Arrange your images and test layouts on one sheet. You may find you have too many, or that some layouts feel better than others. Play with layouts, and create a board that feels like it would be fricking amazing to be living in!
Stick it all down and put it somewhere you can keep seeing it. Your eyes may stop looking at it after a while, but it only takes a little reminder to get a boost of the emotions in your board. On the slow days this will remind you why you are really doing The Hard Thing™️!
Now you have a visual representation of your goal… but I know that feels vague. It’s hard to tell people what you’re doing if all you have is a picture, and we do live in a world of language, after all. So let’s reverse engineer a goal with wording that makes sense for your subconscious (another powerful part of your goal-getting neuro-architecture!)…
Realising my wild and free vibes from my vision board at Ffynone Waterfall in Wales!
Translating Your Vision Board
To word your goal in line with your vision board, write a draft sentence or two then run through this checklist:
Your goal uses ‘towards’ language. Goals that tell you what you do want speak to your subconscious mind more clearly. If your goal is to stop something, try and think of an outcome that will happen after you have stopped and use that instead!
It is a goal YOU want. You’ve just gone through your vision board, so this isn’t a likely issue, but you’d be amazed how powerful our expectations and societal ‘duties’ are! If it’s not sitting quite right, check if it’s what you really want, or if it’s what you think you should want. Amend your goal if needed!
You can feel this outcome. There are so many ways to interpret your vision board, and some will just hit different. Let your mind wander until you find The One!
This goal fits with the rest of your life. Whether you are thinking of a fitness goal, or a goal in another part of your life, you still have other responsibilities that you can’t drop just for this goal. Make sure this goal is possible in your current set up, the more achievable the better!
There is more than one way to achieve your goal. I don’t need to tell anyone the world can be turned upside down in a heart beat (March 2020, I’m looking at you!). Having alternative routes increases the chances of absorbing changes in your life and staying on track!

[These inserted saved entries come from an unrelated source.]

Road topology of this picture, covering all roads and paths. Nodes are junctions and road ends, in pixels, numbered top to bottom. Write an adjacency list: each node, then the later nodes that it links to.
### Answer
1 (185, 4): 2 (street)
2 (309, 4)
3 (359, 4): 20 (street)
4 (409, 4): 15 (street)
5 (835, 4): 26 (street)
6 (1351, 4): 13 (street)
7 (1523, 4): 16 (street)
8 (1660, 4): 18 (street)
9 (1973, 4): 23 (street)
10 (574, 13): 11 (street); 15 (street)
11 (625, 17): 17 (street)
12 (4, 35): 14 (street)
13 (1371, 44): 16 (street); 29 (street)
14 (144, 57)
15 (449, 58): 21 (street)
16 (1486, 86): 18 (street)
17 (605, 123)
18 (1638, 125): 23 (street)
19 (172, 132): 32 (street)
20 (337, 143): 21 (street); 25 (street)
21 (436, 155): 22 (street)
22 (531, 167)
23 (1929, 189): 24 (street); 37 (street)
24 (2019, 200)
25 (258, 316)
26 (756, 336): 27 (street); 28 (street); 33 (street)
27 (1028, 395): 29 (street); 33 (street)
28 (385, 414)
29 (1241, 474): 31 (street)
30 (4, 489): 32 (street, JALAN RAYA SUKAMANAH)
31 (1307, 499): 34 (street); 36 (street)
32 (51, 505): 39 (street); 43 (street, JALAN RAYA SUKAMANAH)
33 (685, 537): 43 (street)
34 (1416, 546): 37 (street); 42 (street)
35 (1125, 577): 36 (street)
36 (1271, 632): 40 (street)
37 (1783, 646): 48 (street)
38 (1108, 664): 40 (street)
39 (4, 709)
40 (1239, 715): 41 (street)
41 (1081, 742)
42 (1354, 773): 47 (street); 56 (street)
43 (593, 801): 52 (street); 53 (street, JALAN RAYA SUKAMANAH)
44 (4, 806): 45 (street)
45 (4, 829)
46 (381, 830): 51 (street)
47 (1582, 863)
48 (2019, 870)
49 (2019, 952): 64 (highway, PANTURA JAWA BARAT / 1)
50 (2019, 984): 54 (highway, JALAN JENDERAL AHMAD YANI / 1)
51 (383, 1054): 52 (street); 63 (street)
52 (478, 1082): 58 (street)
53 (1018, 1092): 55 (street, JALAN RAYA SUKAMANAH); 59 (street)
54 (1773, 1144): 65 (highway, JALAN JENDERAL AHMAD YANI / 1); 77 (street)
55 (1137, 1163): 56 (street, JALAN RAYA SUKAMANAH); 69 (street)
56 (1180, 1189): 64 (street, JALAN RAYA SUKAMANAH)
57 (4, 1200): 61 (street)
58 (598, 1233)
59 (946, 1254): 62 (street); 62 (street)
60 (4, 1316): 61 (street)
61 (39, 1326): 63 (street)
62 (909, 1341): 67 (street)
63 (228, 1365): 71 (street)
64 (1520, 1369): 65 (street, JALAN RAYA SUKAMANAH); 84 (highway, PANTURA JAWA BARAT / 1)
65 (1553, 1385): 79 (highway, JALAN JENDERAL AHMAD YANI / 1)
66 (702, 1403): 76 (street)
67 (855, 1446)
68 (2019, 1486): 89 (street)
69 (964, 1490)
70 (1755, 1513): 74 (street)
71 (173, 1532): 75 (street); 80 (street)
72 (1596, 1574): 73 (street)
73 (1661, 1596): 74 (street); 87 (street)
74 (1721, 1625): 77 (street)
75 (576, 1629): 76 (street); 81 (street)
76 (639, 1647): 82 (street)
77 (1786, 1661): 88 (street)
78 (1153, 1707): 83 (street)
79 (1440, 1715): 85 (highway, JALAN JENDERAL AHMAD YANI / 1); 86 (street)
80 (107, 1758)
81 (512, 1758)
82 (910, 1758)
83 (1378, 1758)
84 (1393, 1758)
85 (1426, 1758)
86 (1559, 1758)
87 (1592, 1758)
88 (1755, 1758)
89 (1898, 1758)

This goal increases the choices available to you. This is essentially a ‘do no harm’ clause. Ask yourself if this goal leads you towards a bigger life, and trust your gut!
You can outline your first step. If not, see if you can make a plan that bridges the gap. Can you ask for help? Can you book a class or coaching session? Can you buy a book? Make sure you can take your first step, and there you have it!
Now you have a goal with the full support of your emotional machinery and that you can tell your friends about - how great is that?
If you’ve worked through this process, let me know what goals you are working towards in the comments! I’d love to hear about your experiences and how you find working with your emotions in this way! 😁
Where are your goals going to take you?
*Being able to identify and describe the emotions we experience is such a key component of our lives and functioning that the inability to do so is called alexithymia. Treatments for alexithymia are in their infancy, but this condition is linked to increased relationship troubles, depression and suicide - not great outcomes! You may have seen this in real life at sub-clinical levels if you’ve spoken to a ‘traditionally’ raised man who identifies sadness as feminine, and assures you that anger is not an emotion - some researchers even call this normative male alexithymia!
References
Kotz, S. and Paulmann, S., 2011. Emotion, Language, and the Brain. Language and Linguistics Compass, 5(3), pp.108-125.
Schupp, H., Stockburger, J., Codispoti, M., Junghöfer, M., Weike, A. and Hamm, A., 2006. Stimulus novelty and emotion perception: the near absence of habituation in the visual cortex. NeuroReport, 17(4), pp.365-369.